Task objective
Copy, from the listing, every line in which the string "edges" is present.

Dataset entries
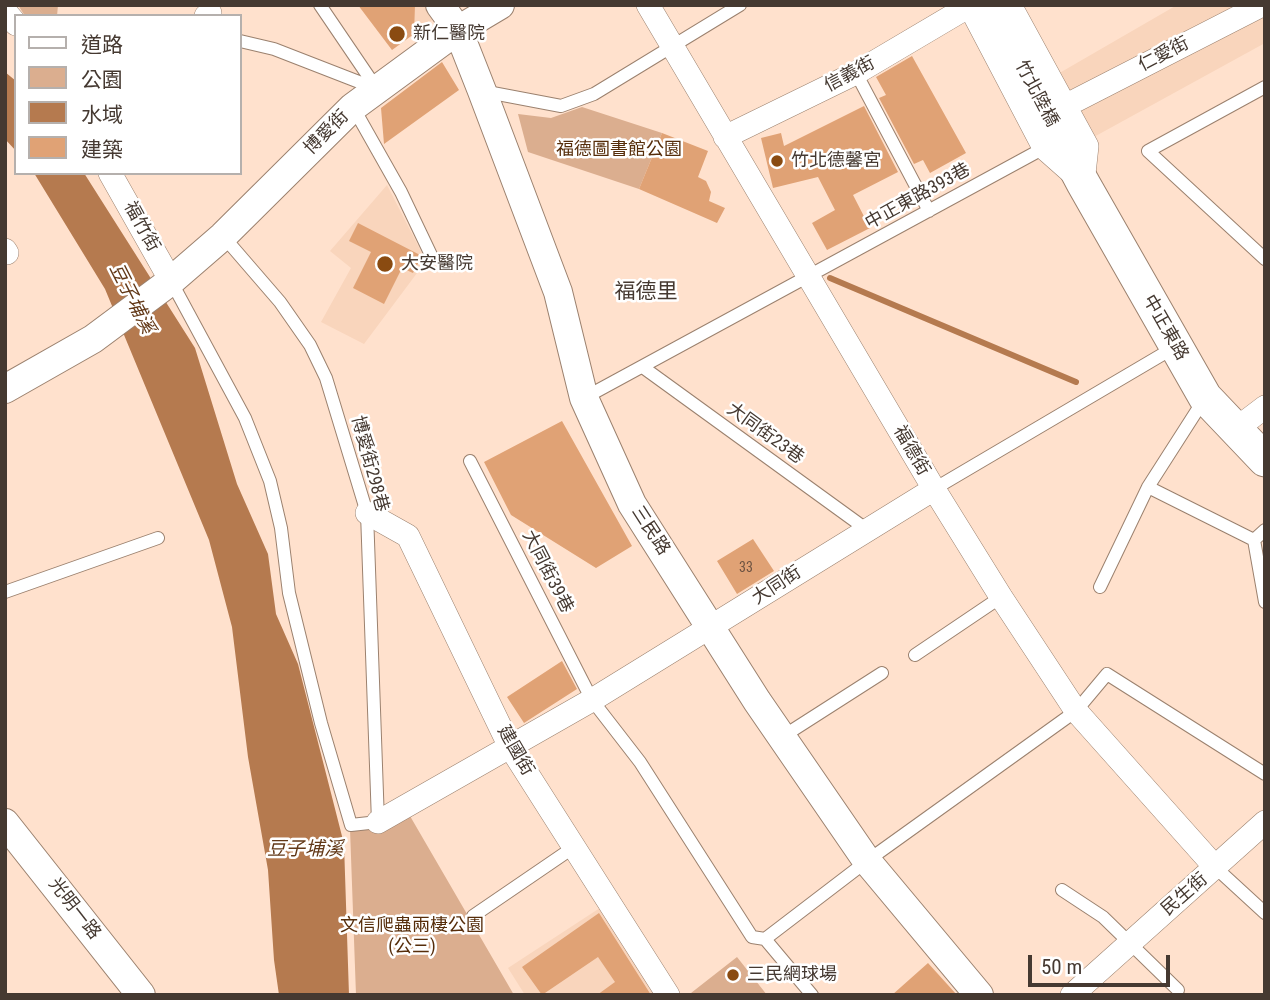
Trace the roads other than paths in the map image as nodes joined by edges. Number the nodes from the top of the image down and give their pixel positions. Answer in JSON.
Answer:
{"nodes":[{"id":1,"x":320,"y":5,"type":"edge"},
{"id":2,"x":440,"y":5,"type":"edge"},
{"id":3,"x":500,"y":5,"type":"edge"},
{"id":4,"x":648,"y":5,"type":"edge"},
{"id":5,"x":740,"y":5,"type":"edge"},
{"id":6,"x":989,"y":5,"type":"edge"},
{"id":7,"x":1010,"y":5,"type":"edge"},
{"id":8,"x":969,"y":6,"type":"edge"},
{"id":9,"x":1259,"y":6,"type":"edge"},
{"id":10,"x":458,"y":30,"type":"junction"},
{"id":11,"x":242,"y":41,"type":"edge"},
{"id":12,"x":673,"y":47,"type":"junction"},
{"id":13,"x":856,"y":74,"type":"junction"},
{"id":14,"x":1265,"y":87,"type":"edge"},
{"id":15,"x":378,"y":89,"type":"junction"},
{"id":16,"x":482,"y":91,"type":"junction"},
{"id":17,"x":1065,"y":106,"type":"junction"},
{"id":18,"x":353,"y":107,"type":"junction"},
{"id":19,"x":725,"y":136,"type":"junction"},
{"id":20,"x":1044,"y":148,"type":"junction"},
{"id":21,"x":111,"y":175,"type":"edge"},
{"id":22,"x":1083,"y":183,"type":"junction"},
{"id":23,"x":929,"y":211,"type":"junction"},
{"id":24,"x":223,"y":236,"type":"junction"},
{"id":25,"x":431,"y":255,"type":"dead end"},
{"id":26,"x":1265,"y":259,"type":"edge"},
{"id":27,"x":809,"y":276,"type":"junction"},
{"id":28,"x":171,"y":281,"type":"junction"},
{"id":29,"x":1175,"y":347,"type":"junction"},
{"id":30,"x":644,"y":368,"type":"junction"},
{"id":31,"x":5,"y":389,"type":"edge"},
{"id":32,"x":1205,"y":397,"type":"junction"},
{"id":33,"x":584,"y":398,"type":"junction"},
{"id":34,"x":1265,"y":407,"type":"edge"},
{"id":35,"x":1236,"y":429,"type":"junction"},
{"id":36,"x":1265,"y":460,"type":"edge"},
{"id":37,"x":470,"y":461,"type":"dead end"},
{"id":38,"x":1148,"y":487,"type":"junction"},
{"id":39,"x":934,"y":489,"type":"junction"},
{"id":40,"x":367,"y":513,"type":"junction"},
{"id":41,"x":866,"y":529,"type":"junction"},
{"id":42,"x":1265,"y":530,"type":"edge"},
{"id":43,"x":158,"y":538,"type":"dead end"},
{"id":44,"x":1254,"y":540,"type":"junction"},
{"id":45,"x":1100,"y":587,"type":"dead end"},
{"id":46,"x":5,"y":592,"type":"edge"},
{"id":47,"x":1002,"y":597,"type":"junction"},
{"id":48,"x":1265,"y":602,"type":"edge"},
{"id":49,"x":713,"y":627,"type":"junction"},
{"id":50,"x":915,"y":655,"type":"dead end"},
{"id":51,"x":882,"y":673,"type":"dead end"},
{"id":52,"x":592,"y":699,"type":"junction"},
{"id":53,"x":1076,"y":710,"type":"junction"},
{"id":54,"x":782,"y":737,"type":"junction"},
{"id":55,"x":509,"y":745,"type":"junction"},
{"id":56,"x":1265,"y":774,"type":"edge"},
{"id":57,"x":378,"y":822,"type":"junction"},
{"id":58,"x":1265,"y":822,"type":"edge"},
{"id":59,"x":5,"y":823,"type":"edge"},
{"id":60,"x":573,"y":847,"type":"junction"},
{"id":61,"x":867,"y":861,"type":"junction"},
{"id":62,"x":1216,"y":868,"type":"junction"},
{"id":63,"x":1062,"y":890,"type":"dead end"},
{"id":64,"x":1265,"y":913,"type":"edge"},
{"id":65,"x":473,"y":916,"type":"dead end"},
{"id":66,"x":765,"y":939,"type":"junction"},
{"id":67,"x":1130,"y":943,"type":"junction"},
{"id":68,"x":1178,"y":990,"type":"dead end"},
{"id":69,"x":141,"y":995,"type":"edge"},
{"id":70,"x":668,"y":995,"type":"edge"},
{"id":71,"x":812,"y":995,"type":"edge"},
{"id":72,"x":979,"y":995,"type":"edge"},
{"id":73,"x":1072,"y":995,"type":"edge"}],
"edges":[{"from":1,"to":15,"type":"lane"},
{"from":2,"to":10,"type":"street","name":"三民路"},
{"from":3,"to":10,"type":"street","name":"博愛街"},
{"from":4,"to":12,"type":"street","name":"福德街"},
{"from":5,"to":12,"type":"lane"},
{"from":6,"to":22,"type":"main road","name":"竹北陸橋"},
{"from":7,"to":17,"type":"street"},
{"from":8,"to":13,"type":"street","name":"信義街"},
{"from":8,"to":20,"type":"street","name":"中正東路"},
{"from":9,"to":17,"type":"street","name":"仁愛街"},
{"from":10,"to":15,"type":"street","name":"博愛街"},
{"from":10,"to":16,"type":"street","name":"三民路"},
{"from":11,"to":15,"type":"lane"},
{"from":12,"to":16,"type":"lane"},
{"from":12,"to":19,"type":"street","name":"福德街"},
{"from":13,"to":19,"type":"street","name":"信義街"},
{"from":13,"to":23,"type":"lane"},
{"from":14,"to":26,"type":"lane"},
{"from":15,"to":18,"type":"street","name":"博愛街"},
{"from":16,"to":33,"type":"street","name":"三民路"},
{"from":17,"to":22,"type":"street"},
{"from":18,"to":24,"type":"street","name":"博愛街"},
{"from":18,"to":25,"type":"lane"},
{"from":19,"to":27,"type":"street","name":"福德街"},
{"from":20,"to":22,"type":"street","name":"中正東路"},
{"from":20,"to":23,"type":"lane","name":"中正東路393巷"},
{"from":21,"to":28,"type":"street","name":"福竹街"},
{"from":22,"to":29,"type":"main road","name":"中正東路"},
{"from":23,"to":27,"type":"lane","name":"中正東路393巷"},
{"from":24,"to":28,"type":"street","name":"博愛街"},
{"from":24,"to":40,"type":"lane","name":"博愛街298巷"},
{"from":27,"to":30,"type":"lane","name":"中正東路393巷"},
{"from":27,"to":39,"type":"street","name":"福德街"},
{"from":28,"to":31,"type":"street","name":"博愛街"},
{"from":28,"to":57,"type":"lane"},
{"from":29,"to":32,"type":"main road","name":"中正東路"},
{"from":29,"to":39,"type":"lane","name":"大同街"},
{"from":30,"to":33,"type":"lane","name":"中正東路393巷"},
{"from":30,"to":41,"type":"lane","name":"大同街23巷"},
{"from":32,"to":35,"type":"main road","name":"中正東路"},
{"from":32,"to":38,"type":"lane"},
{"from":33,"to":49,"type":"street","name":"三民路"},
{"from":34,"to":35,"type":"street"},
{"from":35,"to":36,"type":"main road","name":"中正東路"},
{"from":37,"to":52,"type":"lane","name":"大同街39巷"},
{"from":38,"to":44,"type":"lane"},
{"from":38,"to":45,"type":"lane"},
{"from":39,"to":41,"type":"street","name":"大同街"},
{"from":39,"to":47,"type":"street","name":"福德街"},
{"from":40,"to":55,"type":"street","name":"建國街"},
{"from":40,"to":57,"type":"lane","name":"博愛街298巷"},
{"from":41,"to":49,"type":"street","name":"大同街"},
{"from":42,"to":44,"type":"lane"},
{"from":43,"to":46,"type":"lane"},
{"from":44,"to":48,"type":"lane"},
{"from":47,"to":50,"type":"lane"},
{"from":47,"to":53,"type":"street","name":"福德街"},
{"from":49,"to":52,"type":"street","name":"大同街"},
{"from":49,"to":54,"type":"street","name":"三民路"},
{"from":51,"to":54,"type":"lane"},
{"from":52,"to":55,"type":"street","name":"大同街"},
{"from":52,"to":66,"type":"lane","name":"大同街39巷"},
{"from":53,"to":56,"type":"lane"},
{"from":53,"to":61,"type":"lane"},
{"from":53,"to":62,"type":"street","name":"福德街"},
{"from":54,"to":61,"type":"street","name":"三民路"},
{"from":55,"to":57,"type":"street","name":"大同街"},
{"from":55,"to":60,"type":"street","name":"建國街"},
{"from":58,"to":62,"type":"street","name":"民生街"},
{"from":59,"to":69,"type":"street","name":"光明一路"},
{"from":60,"to":65,"type":"lane"},
{"from":60,"to":70,"type":"street","name":"建國街"},
{"from":61,"to":66,"type":"lane"},
{"from":61,"to":72,"type":"street","name":"三民路"},
{"from":62,"to":64,"type":"lane"},
{"from":62,"to":67,"type":"street","name":"民生街"},
{"from":63,"to":67,"type":"lane"},
{"from":66,"to":71,"type":"lane","name":"大同街39巷"},
{"from":67,"to":68,"type":"lane"},
{"from":67,"to":73,"type":"street","name":"民生街"}]}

Problem solution
Trace the roads other than paths in the map image as nodes joined by edges. Number the nodes from the top of the image down and give their pixel positions. Answer in JSON.
"edges":[{"from":1,"to":15,"type":"lane"},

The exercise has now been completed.